Showing posts with label More. Show all posts
Showing posts with label More. Show all posts

19 Dec 2016

Carrera de la Empresas 2016 Madrid Statistics made with R

#59: 10K Carrera de las Empresas 2016 Madrid: Statistics made with R + included in Power BI

Note 20/12/2016: I updated this post with a Power BI solution (with R-Stats and Q&A), see part 2 of this post.


Part 1: Statistics with R 

Today the 'business run' ("Carrera de las Empresas") was held here in Madrid.

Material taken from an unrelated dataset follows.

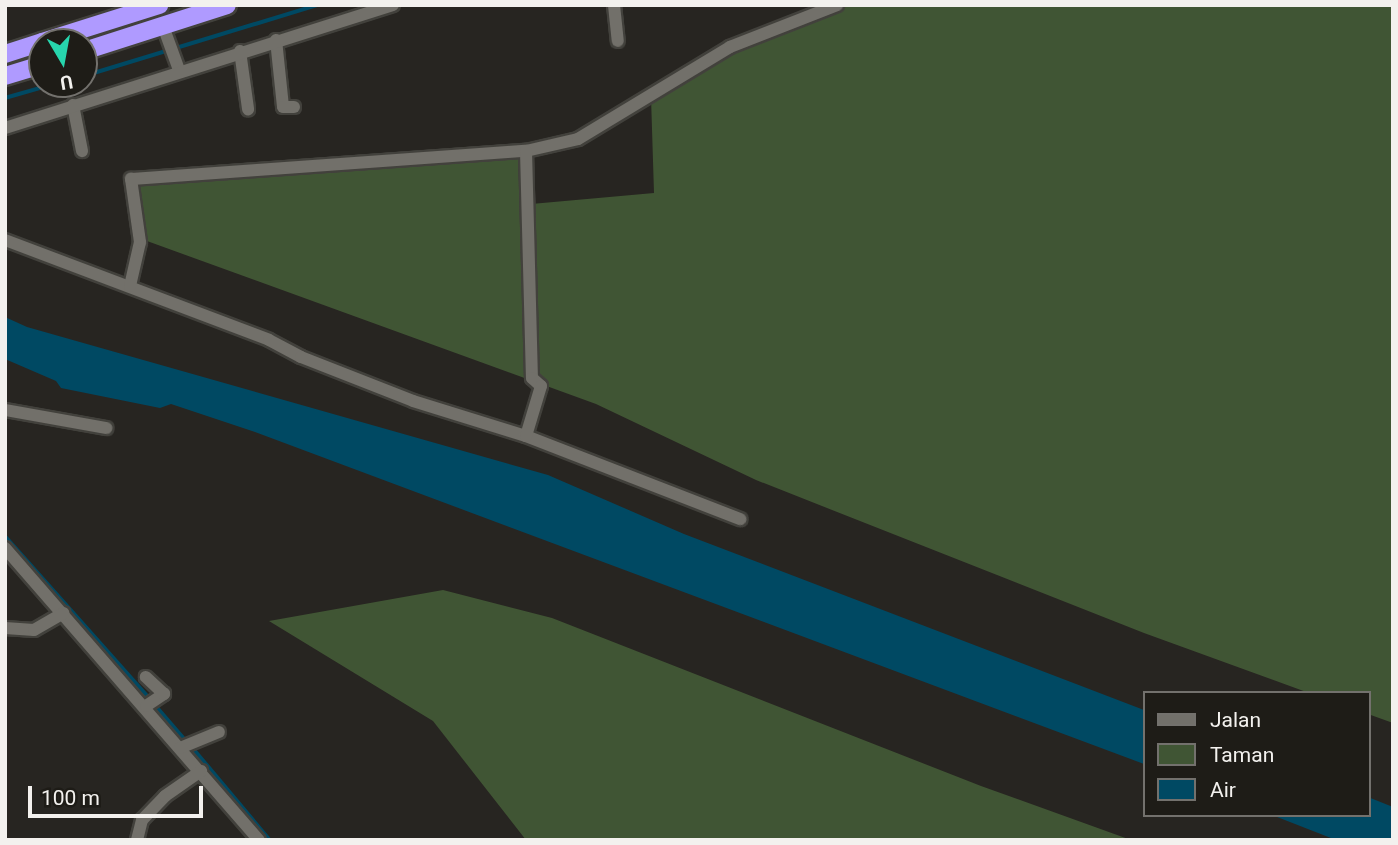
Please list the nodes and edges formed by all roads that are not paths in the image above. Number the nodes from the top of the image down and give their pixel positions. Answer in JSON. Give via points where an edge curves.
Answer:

I participated with Raet, a Dutch ISV of a SAAS-solution for Human Resources, which since almost 2 years now has a software development centre in Madrid.

For an earlier post of this run (with more details), see:
http://worktimesheet2014.blogspot.com.es/2015/12/statistics-result-10-km-run-carrera-de.html

This time, there were over 14.000 runners, from 800 companies, for more details, see:

http://www.expansion.com/directivos/deporte-negocio/2016/12/19/58578b2ae2704ef1758b4588.html
The results of the 10K run (in which I participated) I got from here:

http://www.carreradelasempresas.com/sec_clasificaciones.asp
'
and for the statistics, see this page (a social/runners network): http://www.runedia.com/cursa/201628906/carrera-de-las-empresas-10k-actualidad-economica/2016/

The results (10K-Men, 5563 runners)  are in PDF format, which I converted to Excel, with help of this nice (free) online tool:
http://www.pdftoexcel.com/

After some 'cleansing' (see added yellow-columns in Excel file) I had the data ready for analysis, for which I used R, the language for statistical computing.
NB: For an earlier post in which I used R, see:

http://worktimesheet2014.blogspot.com.es/2016/02/20minutos-blog-awards-2015-statistics.html


The R-script I made looked basically like this:


sv10km2 <- read.csv("10Km2.csv")
edit(csv10km2)
Tfinish=as.numeric(as.difftime(as.character(csv10km2$Tfinish),format="%H:%M:%S"))
summary(Tfinish)
plot(density(Tfinish,na.rm=TRUE),lwd=3,xlab="Finish Time (mins)", main="Madrid Business Run 2016 10k Results")
View(csv10km2)
boxplot(Tfinish, data=csv10km2)
install.packages("sqldf")
newdata <-  sqldf('select * from csv10km2 where Team like %Raet%')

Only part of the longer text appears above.